> Goal of the exercise: Copy every line that contains the string "Seagull" from the entries below.

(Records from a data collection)
- - - - -

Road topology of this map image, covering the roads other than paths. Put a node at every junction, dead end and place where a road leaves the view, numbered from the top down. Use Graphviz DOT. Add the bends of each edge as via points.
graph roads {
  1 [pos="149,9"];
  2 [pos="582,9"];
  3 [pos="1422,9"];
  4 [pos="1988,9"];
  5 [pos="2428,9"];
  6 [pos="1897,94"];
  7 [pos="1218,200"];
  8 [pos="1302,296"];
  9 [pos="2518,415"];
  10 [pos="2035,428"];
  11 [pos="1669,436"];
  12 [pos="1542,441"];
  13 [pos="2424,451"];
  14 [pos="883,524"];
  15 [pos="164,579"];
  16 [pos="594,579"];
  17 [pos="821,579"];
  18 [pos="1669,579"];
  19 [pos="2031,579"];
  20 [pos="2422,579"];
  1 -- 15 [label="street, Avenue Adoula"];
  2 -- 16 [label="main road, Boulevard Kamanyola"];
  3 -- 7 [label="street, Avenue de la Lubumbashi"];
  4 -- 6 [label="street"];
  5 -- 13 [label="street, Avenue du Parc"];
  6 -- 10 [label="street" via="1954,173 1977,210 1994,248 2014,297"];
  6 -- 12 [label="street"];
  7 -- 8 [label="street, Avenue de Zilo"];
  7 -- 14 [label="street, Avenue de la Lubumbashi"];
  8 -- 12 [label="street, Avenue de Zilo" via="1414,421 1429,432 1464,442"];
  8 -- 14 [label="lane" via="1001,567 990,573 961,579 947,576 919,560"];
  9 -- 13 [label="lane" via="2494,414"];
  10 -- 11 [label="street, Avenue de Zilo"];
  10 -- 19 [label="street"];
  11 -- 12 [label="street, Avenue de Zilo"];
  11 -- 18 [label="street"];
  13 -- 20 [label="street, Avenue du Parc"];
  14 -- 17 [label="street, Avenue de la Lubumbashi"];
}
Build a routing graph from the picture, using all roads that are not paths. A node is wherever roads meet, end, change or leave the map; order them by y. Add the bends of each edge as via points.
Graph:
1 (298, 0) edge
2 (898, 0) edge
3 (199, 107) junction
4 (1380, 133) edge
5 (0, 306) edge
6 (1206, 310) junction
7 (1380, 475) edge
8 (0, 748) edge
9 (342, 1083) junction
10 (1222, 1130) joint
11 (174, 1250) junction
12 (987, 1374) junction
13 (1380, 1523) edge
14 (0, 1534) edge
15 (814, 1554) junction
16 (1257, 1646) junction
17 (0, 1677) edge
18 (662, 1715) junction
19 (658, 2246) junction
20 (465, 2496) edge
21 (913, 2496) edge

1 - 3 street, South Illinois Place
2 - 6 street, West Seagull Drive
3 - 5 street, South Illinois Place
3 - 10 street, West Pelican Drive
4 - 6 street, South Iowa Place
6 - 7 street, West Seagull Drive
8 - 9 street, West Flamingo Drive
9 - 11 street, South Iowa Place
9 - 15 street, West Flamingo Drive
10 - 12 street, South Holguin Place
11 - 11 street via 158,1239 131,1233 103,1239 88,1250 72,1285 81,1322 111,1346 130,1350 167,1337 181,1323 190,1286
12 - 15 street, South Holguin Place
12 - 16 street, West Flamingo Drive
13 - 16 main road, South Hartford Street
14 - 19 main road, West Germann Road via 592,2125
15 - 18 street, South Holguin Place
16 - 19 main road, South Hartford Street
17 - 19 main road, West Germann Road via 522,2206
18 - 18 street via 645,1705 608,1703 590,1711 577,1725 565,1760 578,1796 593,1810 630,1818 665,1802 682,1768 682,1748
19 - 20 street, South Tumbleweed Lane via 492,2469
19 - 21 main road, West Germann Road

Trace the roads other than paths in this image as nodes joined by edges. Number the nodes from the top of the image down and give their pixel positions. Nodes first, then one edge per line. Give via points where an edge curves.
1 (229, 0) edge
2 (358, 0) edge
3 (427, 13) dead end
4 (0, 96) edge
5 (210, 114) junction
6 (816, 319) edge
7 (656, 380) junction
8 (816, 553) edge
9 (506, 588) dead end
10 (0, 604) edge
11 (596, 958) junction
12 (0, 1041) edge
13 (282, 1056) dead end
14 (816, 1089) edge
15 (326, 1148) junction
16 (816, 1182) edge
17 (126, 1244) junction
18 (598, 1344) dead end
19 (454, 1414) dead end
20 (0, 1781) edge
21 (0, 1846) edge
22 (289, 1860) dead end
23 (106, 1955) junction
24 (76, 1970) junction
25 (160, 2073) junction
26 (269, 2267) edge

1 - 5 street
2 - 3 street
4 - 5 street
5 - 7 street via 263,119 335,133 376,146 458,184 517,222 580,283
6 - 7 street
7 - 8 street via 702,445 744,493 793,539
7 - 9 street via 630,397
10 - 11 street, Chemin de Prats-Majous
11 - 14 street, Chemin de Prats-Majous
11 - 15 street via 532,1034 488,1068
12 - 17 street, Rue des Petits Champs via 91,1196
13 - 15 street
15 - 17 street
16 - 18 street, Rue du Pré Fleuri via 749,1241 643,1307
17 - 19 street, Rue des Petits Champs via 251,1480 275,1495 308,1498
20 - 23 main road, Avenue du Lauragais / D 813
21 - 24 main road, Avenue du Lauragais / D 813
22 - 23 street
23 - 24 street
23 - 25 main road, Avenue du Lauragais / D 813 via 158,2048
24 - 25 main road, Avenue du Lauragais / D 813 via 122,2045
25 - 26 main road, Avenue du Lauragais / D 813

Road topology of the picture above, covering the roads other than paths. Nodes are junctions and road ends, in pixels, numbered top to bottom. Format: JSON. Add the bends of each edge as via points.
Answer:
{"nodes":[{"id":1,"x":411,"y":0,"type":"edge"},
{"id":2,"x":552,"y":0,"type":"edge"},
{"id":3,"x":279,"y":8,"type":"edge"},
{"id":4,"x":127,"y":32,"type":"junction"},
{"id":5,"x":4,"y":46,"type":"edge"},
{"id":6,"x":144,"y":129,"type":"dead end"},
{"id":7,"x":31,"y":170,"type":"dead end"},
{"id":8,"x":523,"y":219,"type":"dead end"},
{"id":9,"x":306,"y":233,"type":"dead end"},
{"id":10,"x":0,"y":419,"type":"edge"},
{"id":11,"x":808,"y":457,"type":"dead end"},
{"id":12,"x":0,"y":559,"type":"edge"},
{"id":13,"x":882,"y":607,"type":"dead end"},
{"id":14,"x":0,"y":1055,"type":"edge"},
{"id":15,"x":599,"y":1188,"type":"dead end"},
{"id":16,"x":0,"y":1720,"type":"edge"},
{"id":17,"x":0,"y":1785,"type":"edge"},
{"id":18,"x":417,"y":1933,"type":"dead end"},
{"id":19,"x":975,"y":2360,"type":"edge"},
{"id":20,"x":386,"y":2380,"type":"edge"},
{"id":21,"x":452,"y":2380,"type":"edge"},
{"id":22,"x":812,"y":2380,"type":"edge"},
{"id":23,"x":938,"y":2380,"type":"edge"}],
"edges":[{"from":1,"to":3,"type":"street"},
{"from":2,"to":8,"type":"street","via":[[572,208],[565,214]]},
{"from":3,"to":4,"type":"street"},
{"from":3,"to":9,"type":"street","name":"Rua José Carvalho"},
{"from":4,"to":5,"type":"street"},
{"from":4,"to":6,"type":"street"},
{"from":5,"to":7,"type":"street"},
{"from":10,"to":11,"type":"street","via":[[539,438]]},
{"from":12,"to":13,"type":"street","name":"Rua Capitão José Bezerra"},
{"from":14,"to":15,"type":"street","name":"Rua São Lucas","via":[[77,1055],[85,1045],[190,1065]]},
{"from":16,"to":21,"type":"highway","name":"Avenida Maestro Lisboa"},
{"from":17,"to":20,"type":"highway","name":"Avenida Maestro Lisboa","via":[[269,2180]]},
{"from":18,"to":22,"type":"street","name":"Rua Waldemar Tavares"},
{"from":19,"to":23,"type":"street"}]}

- - - - -

> Task solution:
2 - 6 street, West Seagull Drive
6 - 7 street, West Seagull Drive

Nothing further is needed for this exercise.